Parmi les Indiens d'Amérique du Sud, la « course de bûches », jeu extrêmement populaire et répandu, a le pouvoir de déterminer la division interne des villages et des ethnies. Chez les Canella, les Gé, les Kamaka et les Tarairyu, par exemple, les adultes des villages se séparent, généralement en quatre classes d'âge orientales et occidentales, etuk et ka, et organisent des courses où chacun court avec, sur l'épaule, une section de palmier d'environ un mètre de long et pesant cent kilogrammes, vers un but déterminé. Ces classes d'âge, dans leur division dualiste, continuent à fonctionner hors du jeu, dans tous les domaines techno-économiques, religieux et sociaux de la vie quotidienne. Système social institutionnalisé particulièrement chez les tribus amérindiennes des régions pacifiques, mais connu aussi ailleurs dans les trois Amériques, en Asie et en Afrique, l'organisation dualiste se reflète non seulement dans les mariages exogamiques mais aussi bien, sinon plus, dans les jeux. En Amérique du Nord, chez les Pomo, Washo, Mono occidentaux et Yokuts orientaux, elle ne règle point le mariage, mais agit seulement comme organisatrice des jeux masculins. Chez les Iroquois, les deux moitiés-phratries groupent des sibs (apparentés) et les opposent surtout au cours de leurs jeux, mais, chez les Hidatsas et Mandans, l'organisation dualiste sert aussi à régler la distribution des produits de la chasse.
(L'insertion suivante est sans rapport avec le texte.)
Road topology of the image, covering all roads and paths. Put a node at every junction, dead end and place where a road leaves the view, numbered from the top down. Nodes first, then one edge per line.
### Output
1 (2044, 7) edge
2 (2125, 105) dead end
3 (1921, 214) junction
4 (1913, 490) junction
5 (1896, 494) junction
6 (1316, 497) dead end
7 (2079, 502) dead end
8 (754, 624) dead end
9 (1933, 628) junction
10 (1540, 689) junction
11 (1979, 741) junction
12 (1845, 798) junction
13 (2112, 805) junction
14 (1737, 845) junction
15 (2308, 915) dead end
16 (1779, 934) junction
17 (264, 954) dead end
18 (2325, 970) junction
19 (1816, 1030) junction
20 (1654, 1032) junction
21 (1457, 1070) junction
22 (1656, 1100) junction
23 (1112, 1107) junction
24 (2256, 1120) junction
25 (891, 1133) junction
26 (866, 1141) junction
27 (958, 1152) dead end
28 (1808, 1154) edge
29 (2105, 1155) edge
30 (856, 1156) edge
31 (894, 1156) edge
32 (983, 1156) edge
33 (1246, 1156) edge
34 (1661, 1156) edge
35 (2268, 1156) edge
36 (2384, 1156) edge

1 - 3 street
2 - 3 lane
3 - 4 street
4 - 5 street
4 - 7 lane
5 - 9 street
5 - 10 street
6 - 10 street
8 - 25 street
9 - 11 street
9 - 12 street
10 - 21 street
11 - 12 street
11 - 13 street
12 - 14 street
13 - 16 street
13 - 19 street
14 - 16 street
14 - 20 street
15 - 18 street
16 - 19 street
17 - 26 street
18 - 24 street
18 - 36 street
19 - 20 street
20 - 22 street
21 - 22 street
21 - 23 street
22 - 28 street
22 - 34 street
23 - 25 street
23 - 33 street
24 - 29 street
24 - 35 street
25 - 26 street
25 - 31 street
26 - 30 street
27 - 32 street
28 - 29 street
Le jeu est donc un facteur d'unification et de création de groupes sociaux. Il produit parfois des types de groupes peu communs dans la morphologie sociale des unités ethniques. Ainsi, dans la terre de Baffin, pour la lutte de traction à la corde au cours de la fête de Sedna (être surnaturel), les Esquimaux groupent dans une équipe ceux qui sont nés en hiver, dans l'autre ceux qui sont nés en été. Au Mardi gras, dans le comté anglais de Midlothian, l'équipe de football composée de femmes affronte celle des jeunes filles, tandis que dans le Perthshire, les hommes mariés luttent contre les célibataires.
Le jeu exprime, de diverses façons, la hiérarchie sociale qui étalonne un groupe. Il est pratiqué surtout entre des personnes appartenant à des couches sociales identiques. Mais le contenu du jeu témoigne aussi, même chez les enfants, du comportement qui caractérise les membres de ces couches. L'analyse morphologique du jeu de « riche et pauvre » par Enäjärvi-Haavio démontre, par exemple, combien les enfants apprennent en jouant l'attitude, les gestes, le langage et toutes autres caractéristiques de ceux qui occupent le haut ou le bas de l'échelle de leur société.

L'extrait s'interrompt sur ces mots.